Professor of Medicine
Gerald Weissmann, M.D. is Professor of Medicine and since 1973 has been director of the division of rheumatology at New York University Medical Center. He was educated at Columbia College and at New York University, where he obtained his medical degree in the class of 1954. He was an intern and chief resident at Mount Sinai Hospital, a captain in the US Army Medical Corps and became Lewis Thomas's chief medical resident at Bellevue Hospital. He did postdoctoral work in biochemistry at NYU with Severo Ochoa, and served his second postdoctoral fellowship at the Strangeways Research Laboratory in Cambridge with Dame Honor Fell. He has also worked at the Hpital St. Antoine, in Paris, and at the William Harvey Research Laboratory in London with Sir John Vane. Since 1970 he has spent summers at the Marine Biological Laboratory at Woods Hole where he has been an instructor in the Immunology and Physiology courses. He has received many awards including the Lila Gruber Award for Cancer Research, a Guggenheim Fellowship, two Rockefeller Foundation residencies at Bellagio, the Allesandro Robecchi International Prize for Rheumatology, the Distinguished Investigator Award of the American College of Rheumatology, and the Paul Klemperer Medal of the NY Academy of Medicine. He has given centenary lectures at the MBL and at Johns Hopkins, been elected a Fellow of the AAAS, a Fellow of the PEN American Center and a trusteee of the Marine Biological Laboratory. A past president of the American College of Rheumatology and the Harvey Society, Dr. Weissmann is editor-in-chief of Inflammation. His research has focussed on the cell biology of neutrophils and inflammation; he has also studied anti-inflammatory drugs with an emphasis on their effects upon lipid remodelling and eicosanoid release.

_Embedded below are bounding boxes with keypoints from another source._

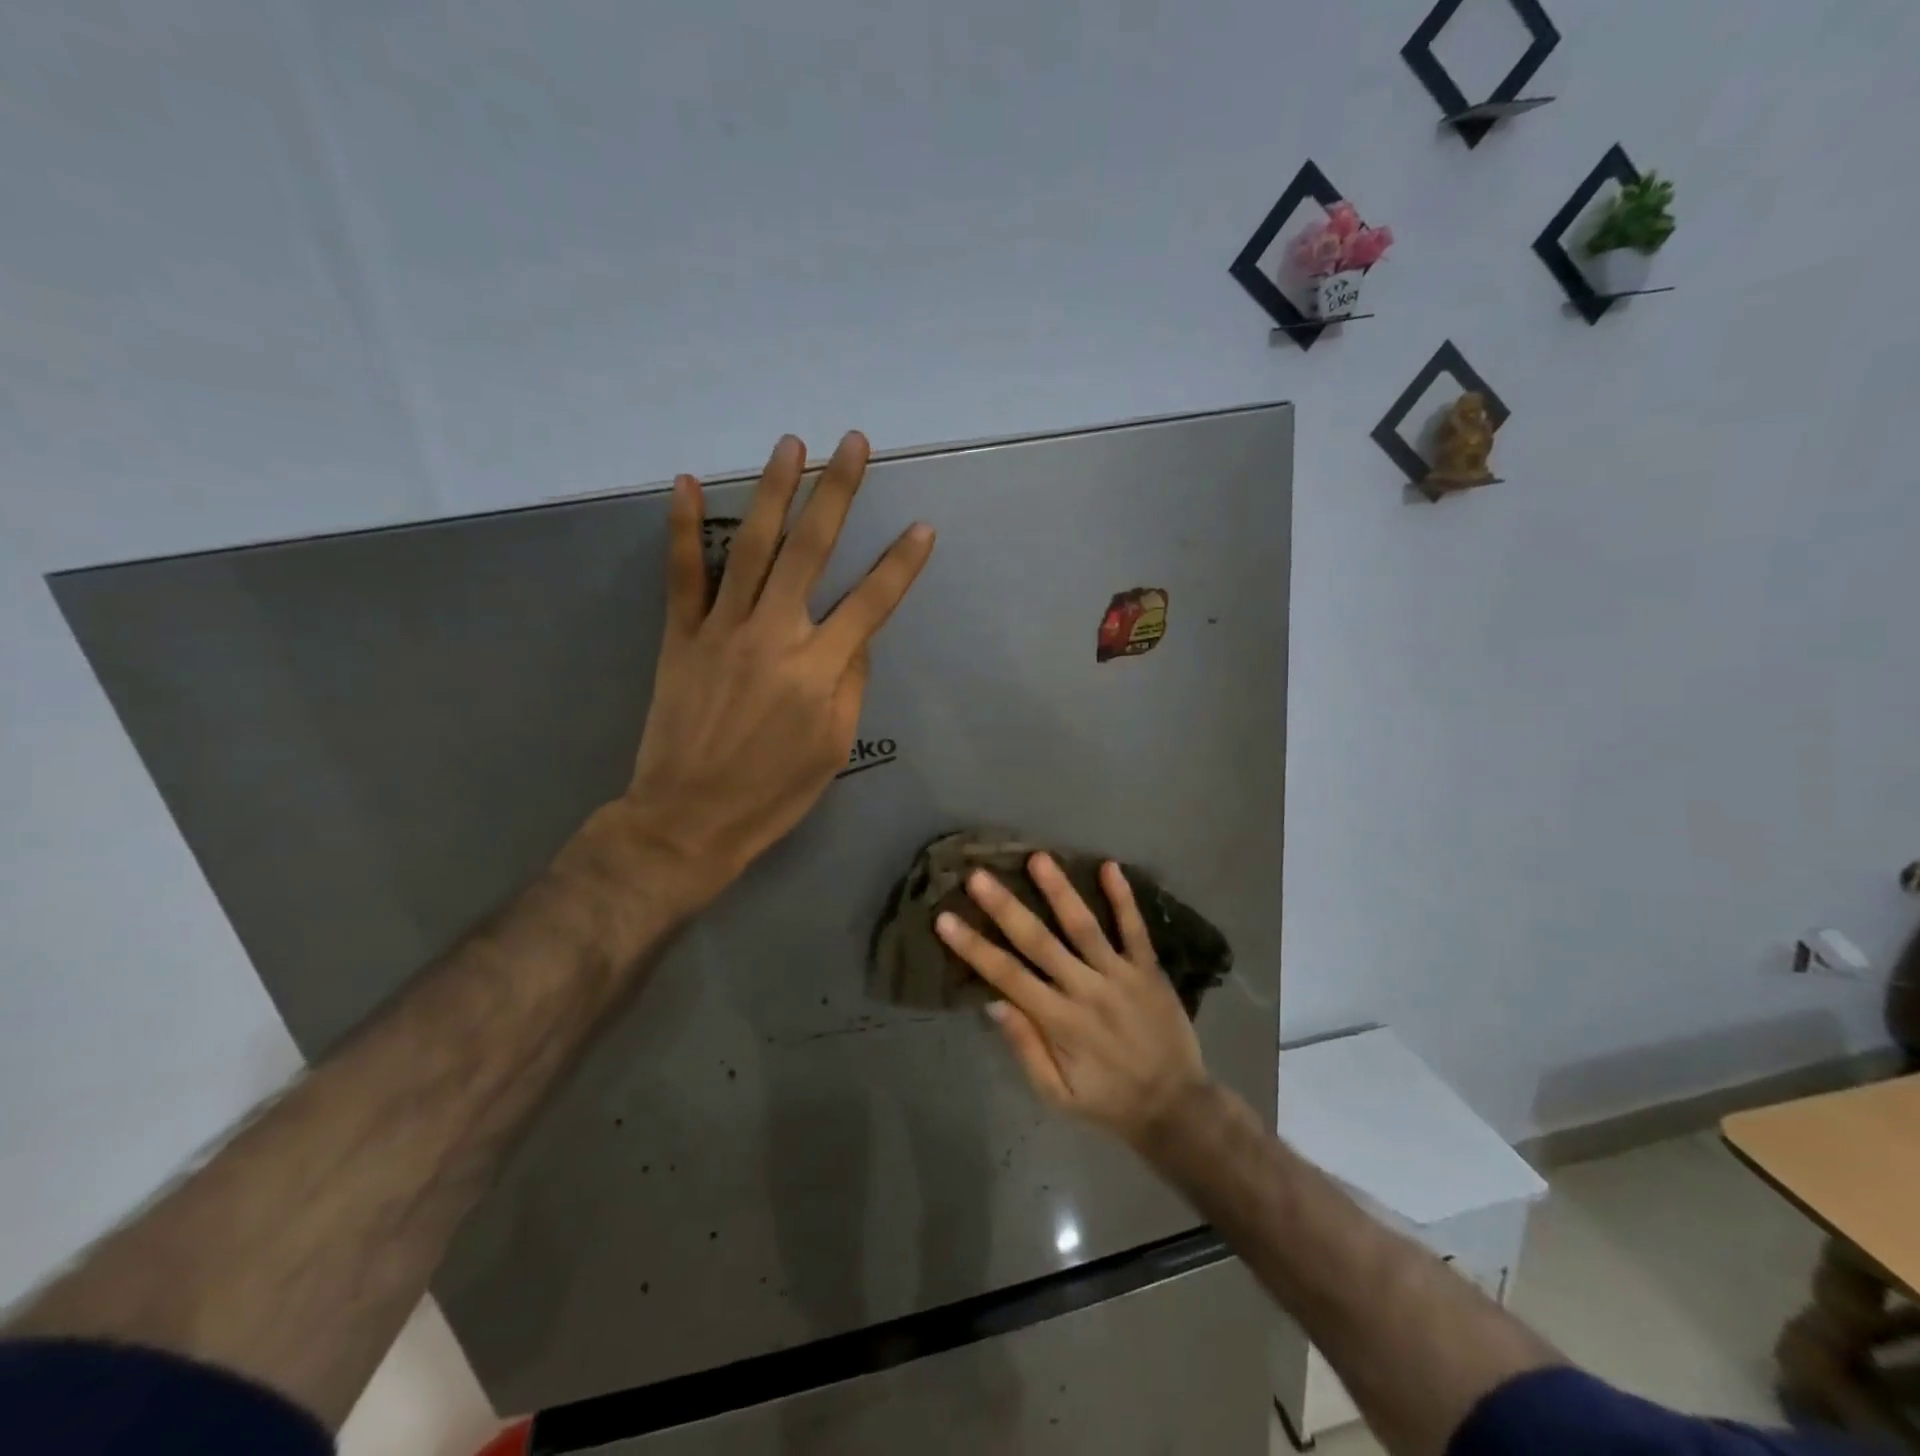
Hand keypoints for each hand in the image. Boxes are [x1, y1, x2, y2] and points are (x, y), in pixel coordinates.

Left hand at [612, 431, 933, 908]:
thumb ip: (850, 683)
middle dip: (837, 492)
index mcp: (818, 670)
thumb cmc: (773, 793)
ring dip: (774, 491)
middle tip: (854, 444)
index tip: (923, 528)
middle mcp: (774, 636)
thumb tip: (856, 635)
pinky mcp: (680, 636)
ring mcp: (721, 630)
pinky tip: (685, 482)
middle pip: (811, 551)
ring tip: (792, 444)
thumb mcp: (833, 748)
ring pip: (751, 547)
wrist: (688, 819)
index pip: (872, 603)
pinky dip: (681, 528)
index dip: (901, 565)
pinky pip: (682, 574)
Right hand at [936, 853, 1208, 1147]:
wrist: (1176, 1107)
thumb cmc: (1107, 1100)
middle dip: (1006, 908)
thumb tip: (993, 1002)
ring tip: (1038, 857)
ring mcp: (1121, 976)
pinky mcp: (1149, 970)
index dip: (974, 947)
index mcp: (1059, 1022)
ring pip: (1084, 927)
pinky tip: (1110, 866)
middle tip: (979, 875)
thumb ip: (1026, 1048)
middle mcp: (1086, 990)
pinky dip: (1123, 898)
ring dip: (1060, 890)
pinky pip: (1135, 929)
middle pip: (1040, 942)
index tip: (945, 918)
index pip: (1008, 976)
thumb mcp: (1057, 1095)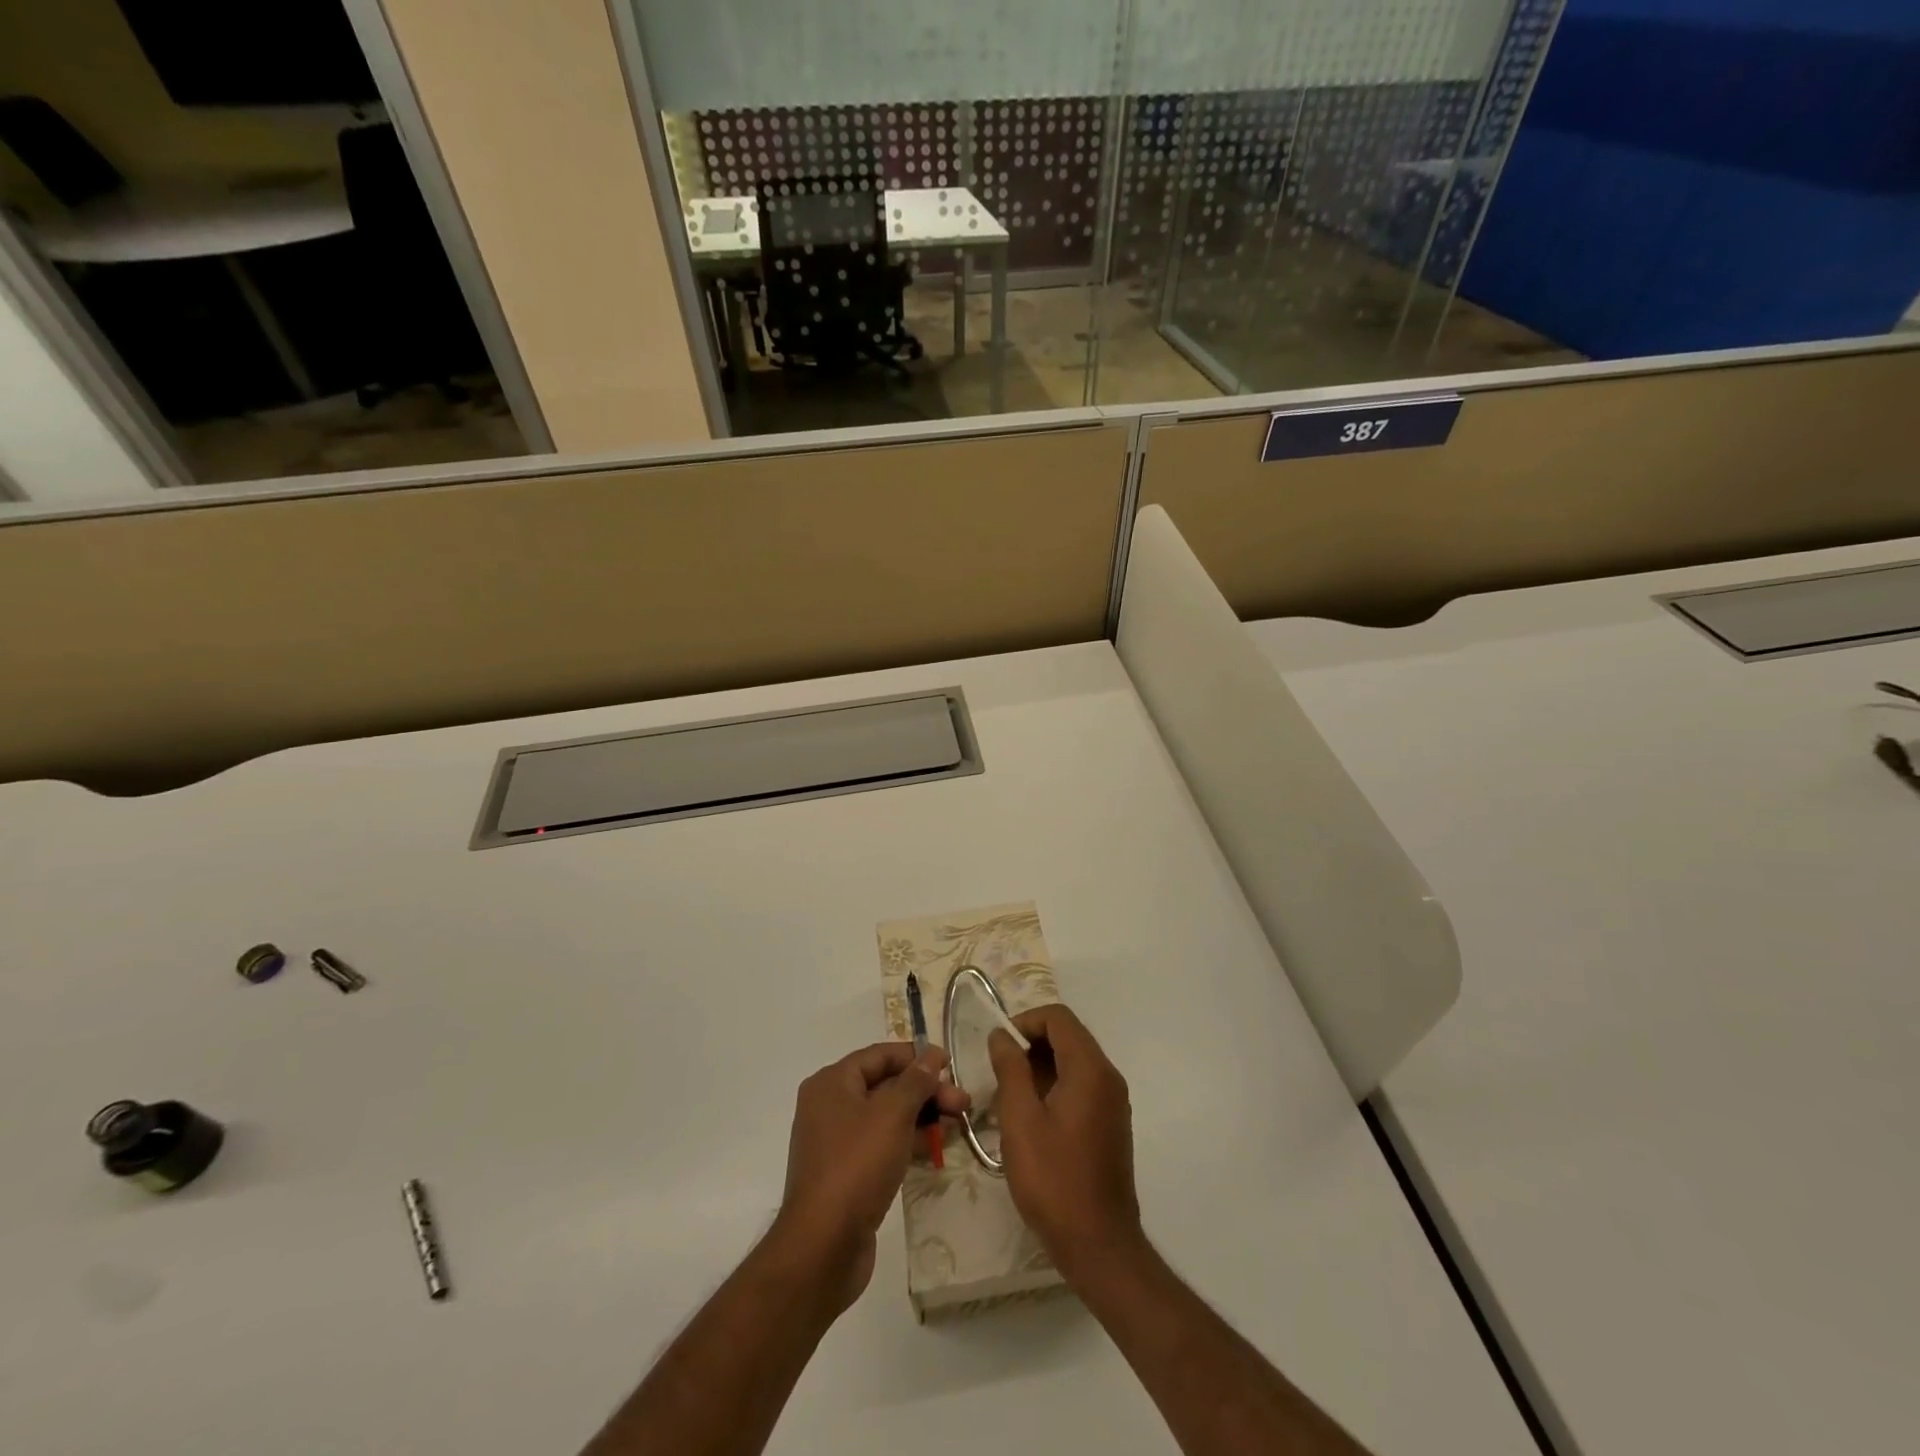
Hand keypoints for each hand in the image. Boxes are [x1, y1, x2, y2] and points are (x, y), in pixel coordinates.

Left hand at [773, 1042, 970, 1312]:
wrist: (823, 1247)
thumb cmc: (856, 1166)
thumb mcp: (892, 1115)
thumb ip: (915, 1081)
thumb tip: (931, 1056)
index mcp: (832, 1083)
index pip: (879, 1055)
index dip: (916, 1056)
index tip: (950, 1064)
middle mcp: (830, 1106)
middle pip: (885, 1085)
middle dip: (925, 1091)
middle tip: (963, 1103)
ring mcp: (837, 1142)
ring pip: (887, 1116)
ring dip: (922, 1116)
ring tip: (959, 1123)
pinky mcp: (847, 1173)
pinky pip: (882, 1144)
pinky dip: (909, 1141)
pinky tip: (936, 1147)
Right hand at [989, 1005, 1142, 1278]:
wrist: (1099, 1244)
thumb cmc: (1054, 1180)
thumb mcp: (1020, 1120)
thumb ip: (1010, 1069)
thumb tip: (1001, 1036)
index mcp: (1090, 1069)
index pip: (1057, 1017)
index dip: (1024, 1022)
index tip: (998, 1047)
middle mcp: (1108, 1076)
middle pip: (1068, 1036)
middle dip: (1031, 1044)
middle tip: (1000, 1073)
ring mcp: (1113, 1100)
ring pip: (1073, 1061)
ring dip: (1041, 1066)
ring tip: (1010, 1097)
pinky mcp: (1111, 1122)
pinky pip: (1081, 1084)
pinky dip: (1055, 1086)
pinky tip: (1032, 1117)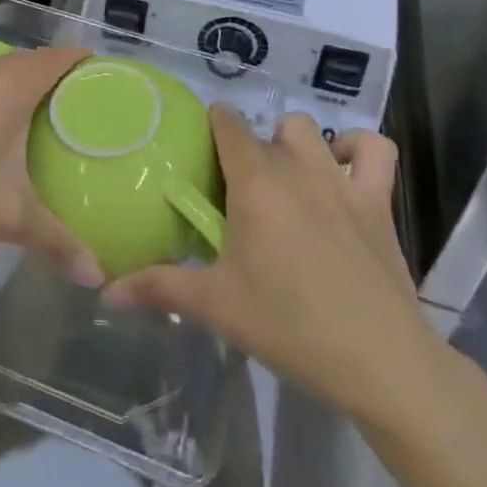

Based on his 1965 co-discovery of liposomes with Alec Bangham, he was a founder -with EC Whitehead - of The Liposome Company of Princeton. His essays and reviews of cultural history have been published in The New Republic, The London Review of Books , The New York Times Book Review and have been collected in six volumes, from The Woods Hole Cantata (1985) to Darwins Audubon (1998). At present he is writing the biography of Lewis Thomas.